The letters of Paul, we have seen, are responses to immediate and specific situations. They deal with the problems that the early Christian community faced.

Each community lived in a different culture. Each community, as we saw two weeks ago, had a diversity of members yet a unity in their confessing of the Lord Jesus.

Paul saw that diversity and built upon it stressing that these gifts of the Spirit were for the benefit of the church.

Paul wrote, not just as a private individual, but as an apostle and missionary preacher. He sent his letters as an extension of his mission. He used the letters to continue the gospel message and applied the message to concrete problems that emerged when he was no longer there.

Corinth was a Greek city with many different religious groups.

The Jewish community seems to have been vital and vibrant. Paul visited the synagogue there. There were temples to the Greek gods as well as Egyptian. The ethnic mixture of the community of Paul's day made it special.

One of the groups that Paul knew were spiritualists. They believed they possessed a special wisdom and they thought the body was unimportant.

They were influenced by a strain of thought derived from Philo which saw the body as something material and from which their spark of life tried to escape. They would have thought the Christian belief in the resurrection of the body was meaningless.

Our second reading is Paul's response to this group. Paul stressed in a credal statement that the church's belief in the resurrection of Jesus was the basis of all belief.

Paul uses as almost a formula the statement in verse 3, "I handed on to you first of all what I myself received." This was a belief or truth that Paul had taught and it was one which he himself had received.

The teaching is one the early community of Christians had formulated and made part of their lives.

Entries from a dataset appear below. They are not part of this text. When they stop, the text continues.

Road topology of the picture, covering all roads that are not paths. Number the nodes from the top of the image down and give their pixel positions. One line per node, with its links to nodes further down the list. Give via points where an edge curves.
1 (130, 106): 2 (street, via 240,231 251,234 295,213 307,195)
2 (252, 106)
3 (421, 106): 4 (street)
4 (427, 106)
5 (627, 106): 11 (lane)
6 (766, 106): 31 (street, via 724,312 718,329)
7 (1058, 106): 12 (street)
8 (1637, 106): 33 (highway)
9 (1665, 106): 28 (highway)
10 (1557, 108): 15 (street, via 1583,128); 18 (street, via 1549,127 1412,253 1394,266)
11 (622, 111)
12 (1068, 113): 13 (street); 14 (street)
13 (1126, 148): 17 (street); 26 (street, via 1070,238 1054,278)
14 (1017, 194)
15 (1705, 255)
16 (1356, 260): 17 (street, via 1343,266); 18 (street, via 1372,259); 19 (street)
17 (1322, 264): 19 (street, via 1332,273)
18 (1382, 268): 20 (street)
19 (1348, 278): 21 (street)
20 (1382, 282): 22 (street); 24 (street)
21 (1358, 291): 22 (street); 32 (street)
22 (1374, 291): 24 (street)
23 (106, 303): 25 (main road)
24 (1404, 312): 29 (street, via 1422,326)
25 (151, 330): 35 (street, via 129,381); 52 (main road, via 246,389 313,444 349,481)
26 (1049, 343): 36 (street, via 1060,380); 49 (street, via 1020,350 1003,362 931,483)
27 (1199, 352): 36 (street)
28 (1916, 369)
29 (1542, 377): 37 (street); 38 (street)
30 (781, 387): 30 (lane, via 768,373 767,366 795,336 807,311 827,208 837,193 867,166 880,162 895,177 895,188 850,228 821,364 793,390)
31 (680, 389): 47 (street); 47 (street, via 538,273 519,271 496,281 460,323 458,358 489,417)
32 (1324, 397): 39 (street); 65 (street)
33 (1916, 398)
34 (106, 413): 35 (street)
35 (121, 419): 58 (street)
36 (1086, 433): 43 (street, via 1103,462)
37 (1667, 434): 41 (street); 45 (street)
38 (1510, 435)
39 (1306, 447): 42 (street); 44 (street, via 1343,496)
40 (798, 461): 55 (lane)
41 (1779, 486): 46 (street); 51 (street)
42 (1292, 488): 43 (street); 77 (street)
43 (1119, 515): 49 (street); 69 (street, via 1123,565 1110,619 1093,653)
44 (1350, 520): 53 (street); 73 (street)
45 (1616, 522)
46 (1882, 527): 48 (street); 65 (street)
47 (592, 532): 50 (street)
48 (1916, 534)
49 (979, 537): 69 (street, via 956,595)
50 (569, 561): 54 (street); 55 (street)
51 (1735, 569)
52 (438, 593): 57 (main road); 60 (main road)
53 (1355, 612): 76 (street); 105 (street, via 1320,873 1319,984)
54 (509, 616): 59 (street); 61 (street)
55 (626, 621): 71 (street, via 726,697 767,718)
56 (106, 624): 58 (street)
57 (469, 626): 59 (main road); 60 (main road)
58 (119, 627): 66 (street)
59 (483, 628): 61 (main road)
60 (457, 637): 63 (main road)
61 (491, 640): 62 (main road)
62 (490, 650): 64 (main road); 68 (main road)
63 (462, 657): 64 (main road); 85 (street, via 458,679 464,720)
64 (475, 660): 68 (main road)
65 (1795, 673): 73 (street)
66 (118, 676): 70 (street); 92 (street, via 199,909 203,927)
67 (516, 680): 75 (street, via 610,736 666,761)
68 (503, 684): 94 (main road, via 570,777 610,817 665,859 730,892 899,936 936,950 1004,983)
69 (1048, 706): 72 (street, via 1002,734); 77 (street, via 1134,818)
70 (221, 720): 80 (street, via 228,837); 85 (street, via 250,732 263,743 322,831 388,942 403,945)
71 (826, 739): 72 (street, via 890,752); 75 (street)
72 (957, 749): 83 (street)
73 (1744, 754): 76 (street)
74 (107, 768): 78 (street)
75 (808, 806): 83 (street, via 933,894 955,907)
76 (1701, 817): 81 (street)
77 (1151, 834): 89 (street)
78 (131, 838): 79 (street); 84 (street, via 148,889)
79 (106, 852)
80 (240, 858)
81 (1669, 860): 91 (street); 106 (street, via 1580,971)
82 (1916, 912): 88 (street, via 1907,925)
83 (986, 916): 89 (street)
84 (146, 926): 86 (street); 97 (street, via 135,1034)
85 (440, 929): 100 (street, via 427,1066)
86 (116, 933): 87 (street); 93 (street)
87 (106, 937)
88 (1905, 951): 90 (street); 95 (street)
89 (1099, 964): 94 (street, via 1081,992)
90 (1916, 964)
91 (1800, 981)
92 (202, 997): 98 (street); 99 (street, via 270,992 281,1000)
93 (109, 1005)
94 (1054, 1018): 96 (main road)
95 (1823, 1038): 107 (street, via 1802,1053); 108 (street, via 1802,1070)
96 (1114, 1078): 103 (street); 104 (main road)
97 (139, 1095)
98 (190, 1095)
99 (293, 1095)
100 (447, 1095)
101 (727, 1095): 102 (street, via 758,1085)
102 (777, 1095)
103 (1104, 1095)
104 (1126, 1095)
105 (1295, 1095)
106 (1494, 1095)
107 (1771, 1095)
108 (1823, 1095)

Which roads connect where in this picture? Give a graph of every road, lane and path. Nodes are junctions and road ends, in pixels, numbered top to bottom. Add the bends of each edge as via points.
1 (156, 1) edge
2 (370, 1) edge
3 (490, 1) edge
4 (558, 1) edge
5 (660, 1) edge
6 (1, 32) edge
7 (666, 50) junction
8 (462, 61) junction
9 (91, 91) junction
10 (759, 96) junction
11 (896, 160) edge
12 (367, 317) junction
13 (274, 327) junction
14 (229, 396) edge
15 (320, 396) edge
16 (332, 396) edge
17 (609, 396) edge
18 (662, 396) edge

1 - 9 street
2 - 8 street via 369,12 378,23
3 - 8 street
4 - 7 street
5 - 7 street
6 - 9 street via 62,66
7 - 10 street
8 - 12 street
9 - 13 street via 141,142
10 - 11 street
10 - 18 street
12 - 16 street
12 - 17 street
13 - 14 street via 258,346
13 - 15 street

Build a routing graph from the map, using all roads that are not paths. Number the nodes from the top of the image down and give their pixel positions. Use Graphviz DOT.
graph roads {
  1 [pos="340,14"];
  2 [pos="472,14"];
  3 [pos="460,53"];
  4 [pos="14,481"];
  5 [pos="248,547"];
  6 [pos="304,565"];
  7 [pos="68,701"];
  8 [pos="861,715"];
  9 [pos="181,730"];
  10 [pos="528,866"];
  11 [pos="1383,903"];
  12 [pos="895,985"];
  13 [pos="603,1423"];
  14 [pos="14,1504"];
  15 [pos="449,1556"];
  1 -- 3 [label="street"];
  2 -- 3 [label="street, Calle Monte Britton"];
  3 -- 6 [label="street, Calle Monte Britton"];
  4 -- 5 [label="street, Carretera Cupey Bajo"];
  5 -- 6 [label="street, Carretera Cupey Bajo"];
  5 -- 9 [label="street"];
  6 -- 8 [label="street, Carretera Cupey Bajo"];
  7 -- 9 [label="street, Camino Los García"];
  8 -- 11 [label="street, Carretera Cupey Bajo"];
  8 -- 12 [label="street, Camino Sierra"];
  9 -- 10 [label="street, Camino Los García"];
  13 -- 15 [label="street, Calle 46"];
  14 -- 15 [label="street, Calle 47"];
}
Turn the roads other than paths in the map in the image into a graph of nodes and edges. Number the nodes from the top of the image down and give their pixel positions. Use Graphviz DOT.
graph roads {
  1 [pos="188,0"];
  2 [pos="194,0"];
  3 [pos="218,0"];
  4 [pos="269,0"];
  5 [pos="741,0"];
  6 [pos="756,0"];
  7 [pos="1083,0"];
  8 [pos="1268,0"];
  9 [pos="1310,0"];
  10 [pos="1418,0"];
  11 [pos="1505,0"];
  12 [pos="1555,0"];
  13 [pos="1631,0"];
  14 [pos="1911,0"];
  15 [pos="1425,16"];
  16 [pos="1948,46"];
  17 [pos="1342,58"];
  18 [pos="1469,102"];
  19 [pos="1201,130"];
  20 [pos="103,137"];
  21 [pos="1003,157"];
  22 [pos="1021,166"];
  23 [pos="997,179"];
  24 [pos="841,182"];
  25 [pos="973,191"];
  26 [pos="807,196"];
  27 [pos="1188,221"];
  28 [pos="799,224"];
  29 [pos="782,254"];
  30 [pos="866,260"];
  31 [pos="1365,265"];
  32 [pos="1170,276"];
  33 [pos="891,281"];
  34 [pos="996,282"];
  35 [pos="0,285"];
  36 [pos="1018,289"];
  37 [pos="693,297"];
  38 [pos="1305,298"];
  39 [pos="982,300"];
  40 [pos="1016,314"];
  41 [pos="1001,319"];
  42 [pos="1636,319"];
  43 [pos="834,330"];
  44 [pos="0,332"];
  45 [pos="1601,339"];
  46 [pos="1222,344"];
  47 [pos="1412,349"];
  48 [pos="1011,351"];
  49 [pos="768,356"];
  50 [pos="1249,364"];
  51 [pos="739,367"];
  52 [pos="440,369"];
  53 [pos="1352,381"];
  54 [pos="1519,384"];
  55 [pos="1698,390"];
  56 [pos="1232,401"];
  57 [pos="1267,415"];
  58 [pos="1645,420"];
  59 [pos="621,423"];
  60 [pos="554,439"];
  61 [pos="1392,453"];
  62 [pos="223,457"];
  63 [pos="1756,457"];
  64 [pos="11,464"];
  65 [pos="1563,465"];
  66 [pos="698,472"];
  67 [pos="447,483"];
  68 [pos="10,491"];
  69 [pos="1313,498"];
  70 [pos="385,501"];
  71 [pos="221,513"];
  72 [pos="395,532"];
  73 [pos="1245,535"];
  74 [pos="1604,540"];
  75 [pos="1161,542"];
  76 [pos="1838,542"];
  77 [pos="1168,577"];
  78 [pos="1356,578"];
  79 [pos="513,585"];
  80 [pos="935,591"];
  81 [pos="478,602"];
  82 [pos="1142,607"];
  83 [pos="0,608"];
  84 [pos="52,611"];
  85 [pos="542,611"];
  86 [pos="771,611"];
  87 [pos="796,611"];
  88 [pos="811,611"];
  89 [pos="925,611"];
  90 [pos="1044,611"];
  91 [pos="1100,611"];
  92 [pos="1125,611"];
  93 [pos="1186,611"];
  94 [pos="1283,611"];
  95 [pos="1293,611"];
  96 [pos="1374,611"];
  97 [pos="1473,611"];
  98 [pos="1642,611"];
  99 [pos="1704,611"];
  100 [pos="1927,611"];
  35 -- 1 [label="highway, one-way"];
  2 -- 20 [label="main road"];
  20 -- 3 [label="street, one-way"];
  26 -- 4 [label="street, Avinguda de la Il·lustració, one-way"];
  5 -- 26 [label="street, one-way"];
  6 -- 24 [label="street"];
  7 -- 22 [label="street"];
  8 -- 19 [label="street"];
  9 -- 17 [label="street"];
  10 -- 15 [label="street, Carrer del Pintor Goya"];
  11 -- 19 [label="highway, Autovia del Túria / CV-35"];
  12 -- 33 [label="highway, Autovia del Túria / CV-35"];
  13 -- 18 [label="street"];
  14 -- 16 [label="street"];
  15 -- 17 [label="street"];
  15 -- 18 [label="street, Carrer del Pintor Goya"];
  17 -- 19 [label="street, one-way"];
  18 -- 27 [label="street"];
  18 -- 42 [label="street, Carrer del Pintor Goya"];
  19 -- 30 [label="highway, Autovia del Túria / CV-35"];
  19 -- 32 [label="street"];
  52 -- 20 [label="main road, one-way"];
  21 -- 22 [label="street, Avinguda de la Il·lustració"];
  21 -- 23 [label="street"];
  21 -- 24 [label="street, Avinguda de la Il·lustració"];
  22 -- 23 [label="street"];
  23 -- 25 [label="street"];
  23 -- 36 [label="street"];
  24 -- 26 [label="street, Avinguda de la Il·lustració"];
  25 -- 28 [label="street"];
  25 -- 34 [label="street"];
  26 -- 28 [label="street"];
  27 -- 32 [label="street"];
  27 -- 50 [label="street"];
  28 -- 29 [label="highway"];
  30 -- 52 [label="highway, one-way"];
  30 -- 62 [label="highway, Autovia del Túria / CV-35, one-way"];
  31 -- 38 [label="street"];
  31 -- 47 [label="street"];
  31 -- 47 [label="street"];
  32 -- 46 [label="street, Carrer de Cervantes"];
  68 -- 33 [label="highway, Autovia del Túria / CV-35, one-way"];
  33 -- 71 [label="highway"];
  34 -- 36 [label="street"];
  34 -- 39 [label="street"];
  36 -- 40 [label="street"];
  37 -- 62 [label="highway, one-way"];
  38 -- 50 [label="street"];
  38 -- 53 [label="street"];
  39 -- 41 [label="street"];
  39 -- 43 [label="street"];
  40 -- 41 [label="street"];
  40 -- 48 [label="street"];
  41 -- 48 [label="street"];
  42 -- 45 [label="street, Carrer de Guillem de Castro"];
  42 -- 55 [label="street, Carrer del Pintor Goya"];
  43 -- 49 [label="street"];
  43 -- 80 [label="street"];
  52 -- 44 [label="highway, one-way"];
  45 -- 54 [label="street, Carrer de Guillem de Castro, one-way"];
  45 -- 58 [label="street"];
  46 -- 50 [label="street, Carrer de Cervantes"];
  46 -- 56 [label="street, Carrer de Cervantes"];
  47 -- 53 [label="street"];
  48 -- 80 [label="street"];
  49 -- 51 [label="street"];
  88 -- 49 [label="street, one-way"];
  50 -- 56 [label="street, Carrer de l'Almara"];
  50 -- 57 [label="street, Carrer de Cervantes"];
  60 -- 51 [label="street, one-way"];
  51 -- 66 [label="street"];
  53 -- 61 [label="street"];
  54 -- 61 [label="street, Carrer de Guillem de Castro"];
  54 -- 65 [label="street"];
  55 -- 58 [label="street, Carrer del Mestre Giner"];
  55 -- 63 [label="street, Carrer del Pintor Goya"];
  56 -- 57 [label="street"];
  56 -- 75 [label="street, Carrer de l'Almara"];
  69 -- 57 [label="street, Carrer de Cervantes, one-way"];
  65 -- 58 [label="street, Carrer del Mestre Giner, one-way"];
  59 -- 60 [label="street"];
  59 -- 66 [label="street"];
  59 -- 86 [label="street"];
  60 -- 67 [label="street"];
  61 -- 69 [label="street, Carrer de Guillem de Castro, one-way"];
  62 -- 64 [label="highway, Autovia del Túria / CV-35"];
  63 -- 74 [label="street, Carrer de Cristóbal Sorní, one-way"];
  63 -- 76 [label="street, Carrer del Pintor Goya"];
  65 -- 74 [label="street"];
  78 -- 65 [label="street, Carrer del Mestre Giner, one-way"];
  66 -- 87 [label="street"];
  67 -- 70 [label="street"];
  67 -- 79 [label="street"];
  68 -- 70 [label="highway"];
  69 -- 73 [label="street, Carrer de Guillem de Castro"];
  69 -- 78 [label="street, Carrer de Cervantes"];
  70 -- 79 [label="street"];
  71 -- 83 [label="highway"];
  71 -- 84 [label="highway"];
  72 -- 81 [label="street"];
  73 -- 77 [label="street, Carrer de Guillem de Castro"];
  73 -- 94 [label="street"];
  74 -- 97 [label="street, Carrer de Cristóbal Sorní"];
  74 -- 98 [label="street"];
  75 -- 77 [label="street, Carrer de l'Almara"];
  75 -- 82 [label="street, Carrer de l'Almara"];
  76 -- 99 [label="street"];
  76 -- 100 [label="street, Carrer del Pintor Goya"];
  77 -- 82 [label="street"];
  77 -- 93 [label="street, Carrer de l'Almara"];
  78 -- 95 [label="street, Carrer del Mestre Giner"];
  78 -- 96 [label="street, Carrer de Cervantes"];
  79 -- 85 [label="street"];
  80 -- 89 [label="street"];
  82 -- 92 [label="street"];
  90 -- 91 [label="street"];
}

It is still part of our own profession of faith in the Creed we recite.

Paul stresses that the appearances of Jesus are by the initiative of Jesus. He then lists different people who had benefited from these appearances and who, because they were still living, might be sought for their witness.

Paul adds his own name to the list and shows that in his conversion experience he too knew and saw Christ. Paul stressed that because of that experience he became an apostle and a witness. Paul was not boasting but simply stating a fact.

He ends by telling the Corinthians that whether they believed him or the others, this is what the Christian message is all about.

This was what Paul had preached to them for their own conversion. Paul was setting the foundation for believers in Christ's resurrection to accept their own resurrection.


(The late Fr. Ver Bust directed the master's program in theology at St. Norbert College, De Pere.)